> Exercise prompt:
Within the records below, reproduce without change the lines from the line that has "ring dip: (430, 576)" through the line that has "index pip: (480, 422)", and only those.

> Entries supplied:
-=-=-
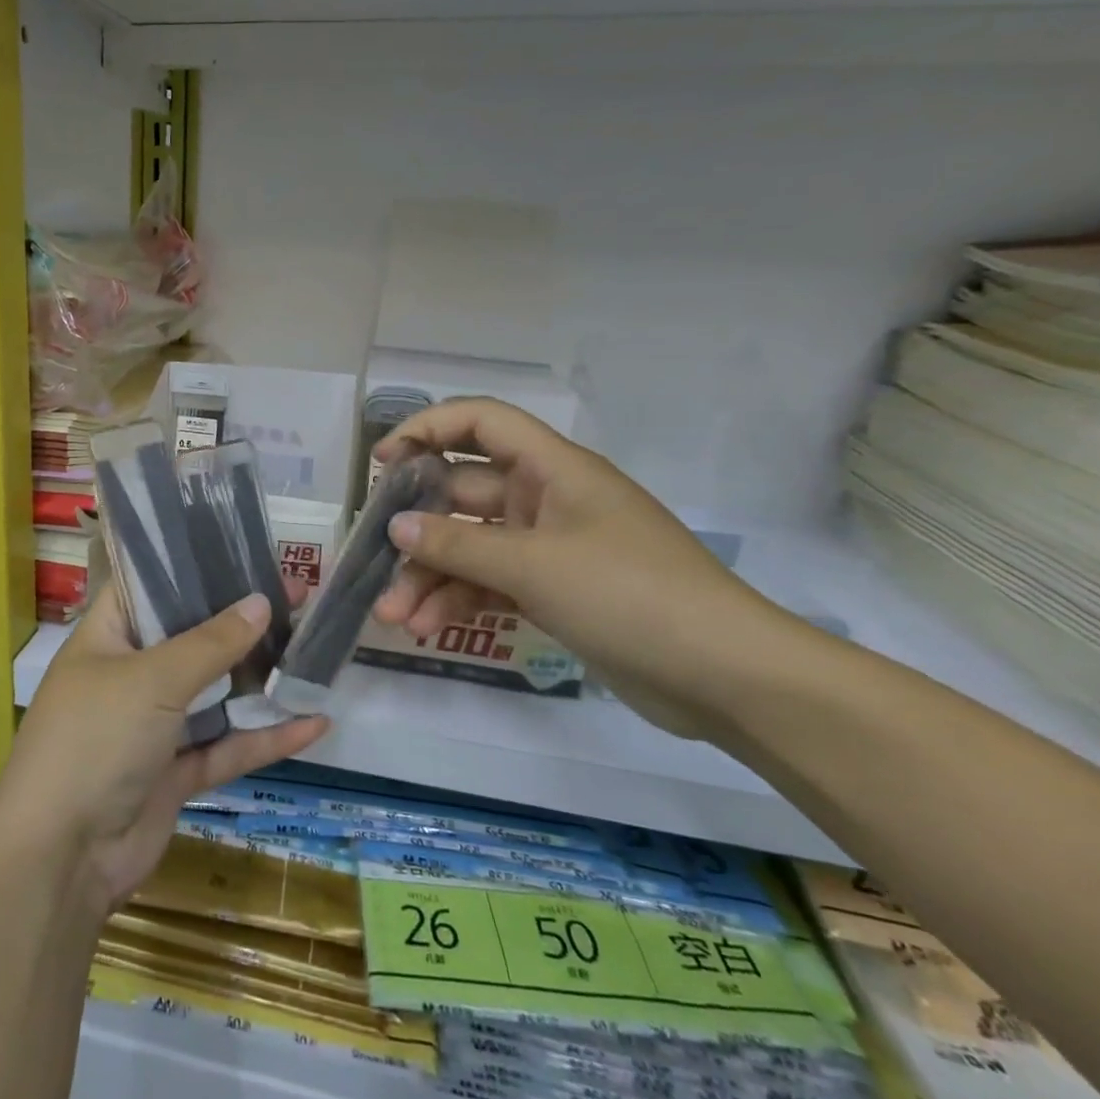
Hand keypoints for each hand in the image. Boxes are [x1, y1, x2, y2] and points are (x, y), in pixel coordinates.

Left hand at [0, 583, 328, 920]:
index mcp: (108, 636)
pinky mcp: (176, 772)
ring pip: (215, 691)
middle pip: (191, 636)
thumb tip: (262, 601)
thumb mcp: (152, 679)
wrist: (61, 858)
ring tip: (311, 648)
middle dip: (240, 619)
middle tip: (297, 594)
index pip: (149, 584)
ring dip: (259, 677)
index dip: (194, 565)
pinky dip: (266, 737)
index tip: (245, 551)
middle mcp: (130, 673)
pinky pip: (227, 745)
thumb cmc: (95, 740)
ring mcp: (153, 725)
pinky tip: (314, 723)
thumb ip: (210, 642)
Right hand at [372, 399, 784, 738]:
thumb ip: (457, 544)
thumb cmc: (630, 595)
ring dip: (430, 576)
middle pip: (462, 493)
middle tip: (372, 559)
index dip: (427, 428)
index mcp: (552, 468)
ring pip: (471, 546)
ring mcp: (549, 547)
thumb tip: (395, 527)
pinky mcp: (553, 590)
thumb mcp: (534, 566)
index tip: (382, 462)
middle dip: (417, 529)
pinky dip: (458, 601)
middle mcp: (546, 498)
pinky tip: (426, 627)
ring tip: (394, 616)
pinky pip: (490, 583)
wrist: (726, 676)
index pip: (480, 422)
-=-=-
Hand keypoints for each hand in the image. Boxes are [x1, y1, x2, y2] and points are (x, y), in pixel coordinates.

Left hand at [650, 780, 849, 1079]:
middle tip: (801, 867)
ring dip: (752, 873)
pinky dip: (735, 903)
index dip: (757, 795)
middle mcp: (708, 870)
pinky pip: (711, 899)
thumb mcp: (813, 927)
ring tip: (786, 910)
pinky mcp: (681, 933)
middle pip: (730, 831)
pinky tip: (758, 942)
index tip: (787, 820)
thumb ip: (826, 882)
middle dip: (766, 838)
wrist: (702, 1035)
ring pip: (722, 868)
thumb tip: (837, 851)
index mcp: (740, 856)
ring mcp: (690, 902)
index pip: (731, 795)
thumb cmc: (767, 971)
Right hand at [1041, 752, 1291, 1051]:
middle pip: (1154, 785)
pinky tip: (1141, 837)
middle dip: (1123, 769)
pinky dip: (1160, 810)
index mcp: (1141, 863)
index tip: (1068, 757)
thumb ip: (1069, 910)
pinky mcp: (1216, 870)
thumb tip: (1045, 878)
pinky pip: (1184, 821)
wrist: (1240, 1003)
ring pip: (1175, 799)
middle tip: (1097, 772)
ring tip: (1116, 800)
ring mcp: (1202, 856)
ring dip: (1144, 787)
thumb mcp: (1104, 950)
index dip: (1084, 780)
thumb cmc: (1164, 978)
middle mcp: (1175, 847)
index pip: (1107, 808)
-=-=-
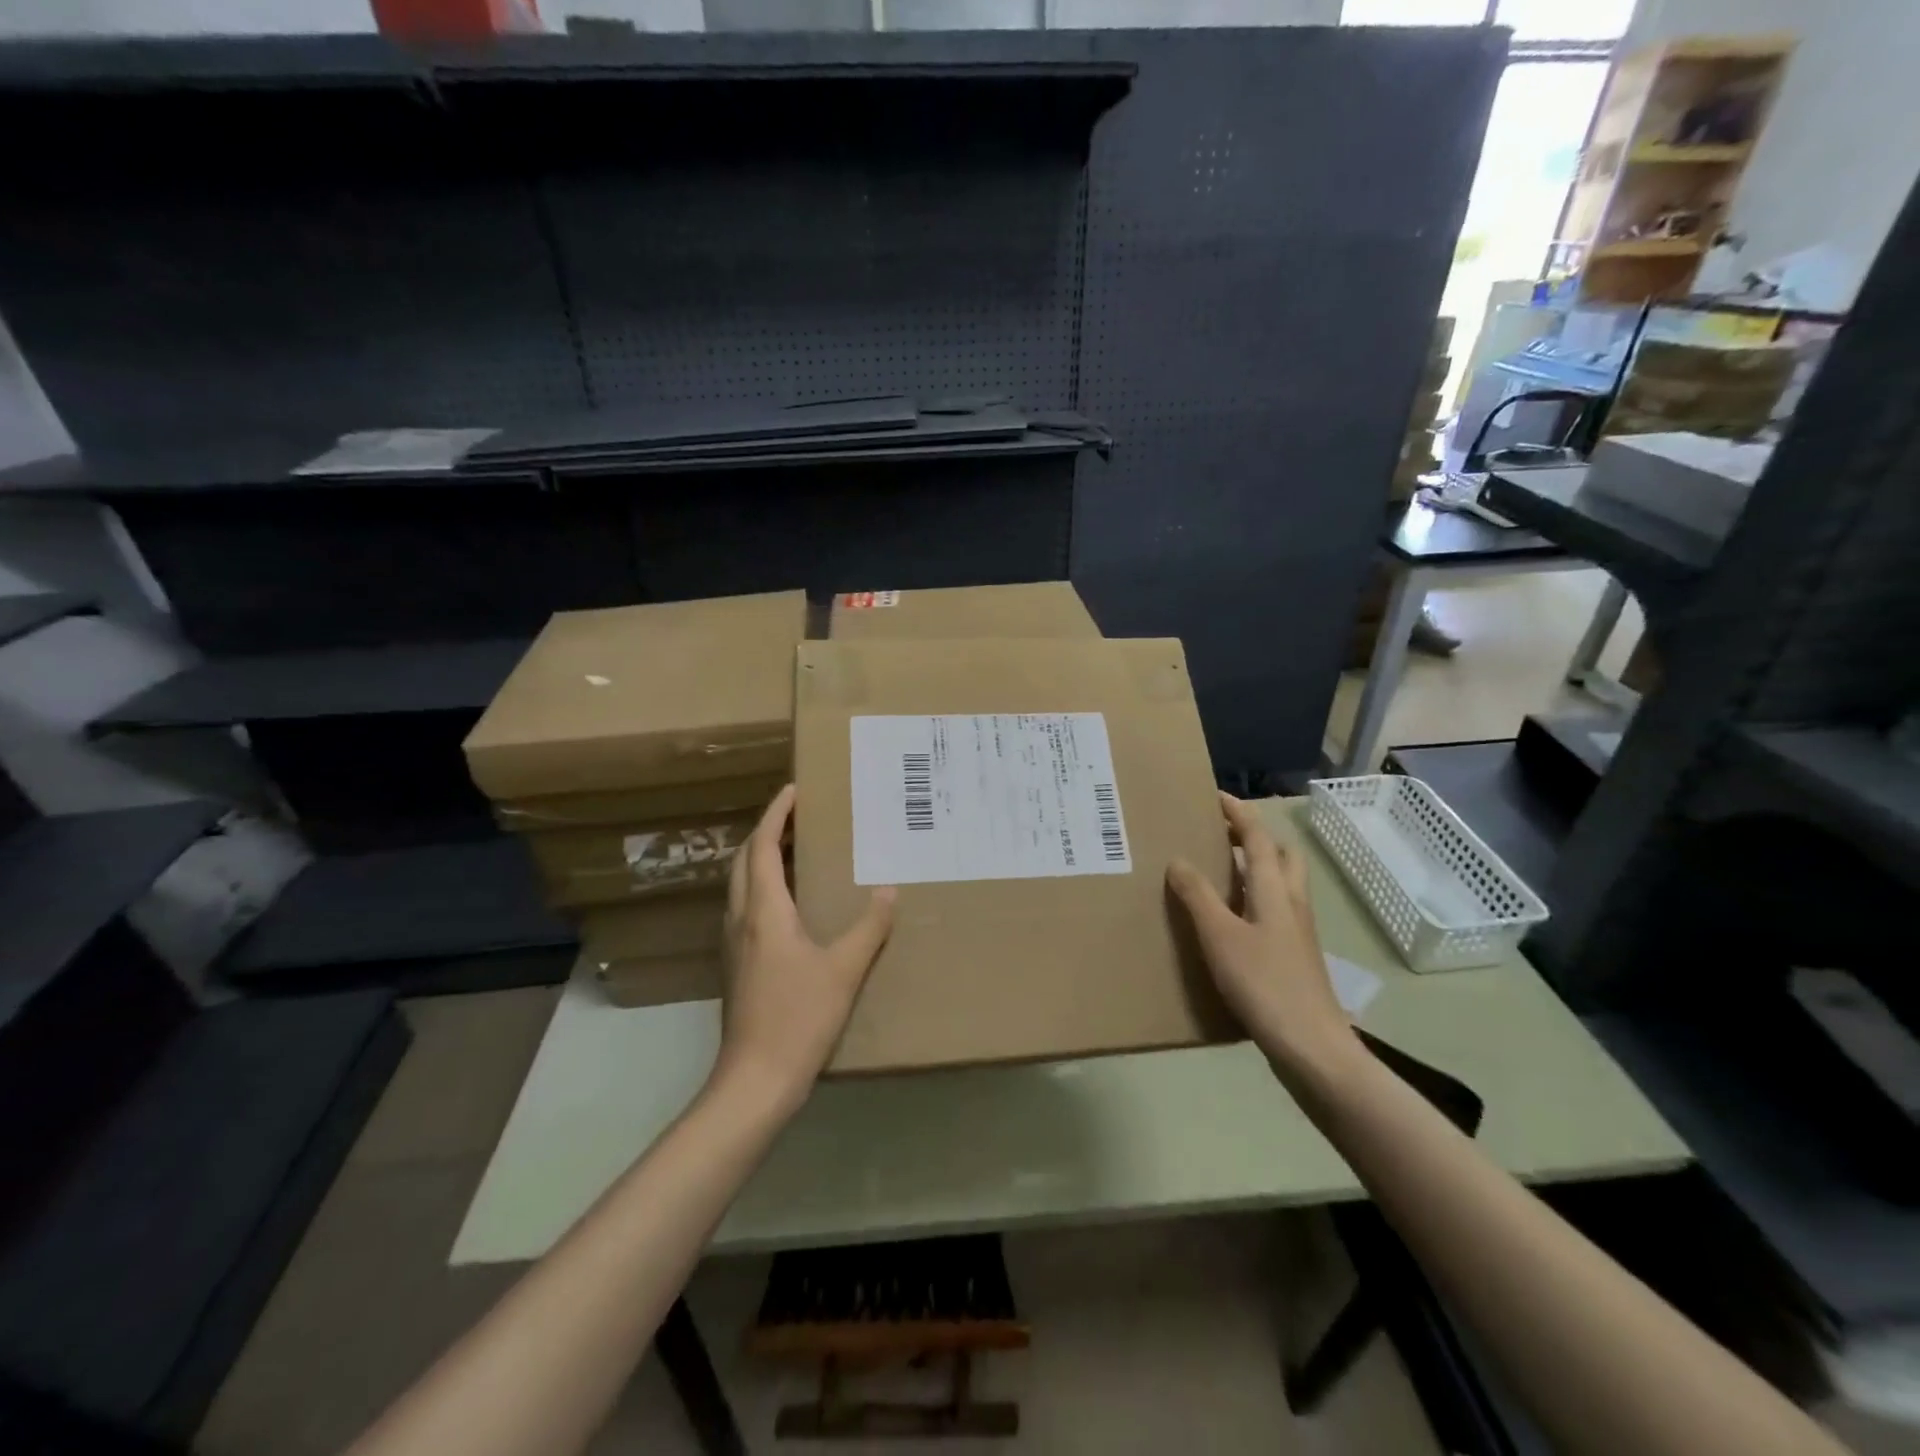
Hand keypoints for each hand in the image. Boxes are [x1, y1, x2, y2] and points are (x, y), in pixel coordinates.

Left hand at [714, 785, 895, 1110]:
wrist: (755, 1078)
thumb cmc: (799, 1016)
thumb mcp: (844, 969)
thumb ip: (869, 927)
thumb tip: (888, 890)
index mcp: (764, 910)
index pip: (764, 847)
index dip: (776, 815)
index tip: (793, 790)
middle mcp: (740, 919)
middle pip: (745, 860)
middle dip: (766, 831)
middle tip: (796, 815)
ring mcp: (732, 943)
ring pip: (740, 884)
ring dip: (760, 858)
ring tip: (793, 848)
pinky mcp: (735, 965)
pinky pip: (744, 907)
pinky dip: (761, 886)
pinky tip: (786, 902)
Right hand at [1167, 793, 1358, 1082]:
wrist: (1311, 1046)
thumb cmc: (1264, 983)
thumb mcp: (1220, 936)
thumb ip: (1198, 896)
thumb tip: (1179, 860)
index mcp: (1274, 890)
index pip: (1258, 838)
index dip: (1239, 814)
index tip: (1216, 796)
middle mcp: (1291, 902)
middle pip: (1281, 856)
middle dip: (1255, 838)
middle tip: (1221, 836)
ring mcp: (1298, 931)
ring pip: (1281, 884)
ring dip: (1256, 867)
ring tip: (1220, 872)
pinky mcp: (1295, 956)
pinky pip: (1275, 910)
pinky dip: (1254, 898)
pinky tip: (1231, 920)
-=-=-
> Exercise answer:
ring dip: (430, 576)
middle pip: (462, 493)
middle tip: (372, 559)
index dip: (427, 428)
index mcp: (552, 468)
ring pip: (471, 546)
ring mcp: (549, 547)
thumb tip: (395, 527)
pinky mcp: (553, 590)
thumb mcp: (534, 566)
index tip: (382, 462)
middle dip: (417, 529)
pinky dip: (458, 601)
middle mcp: (546, 498)
pinky tip: (426, 627)
ring tip: (394, 616)
pinky pip: (490, 583)
wrist: (726, 676)
index pip: (480, 422)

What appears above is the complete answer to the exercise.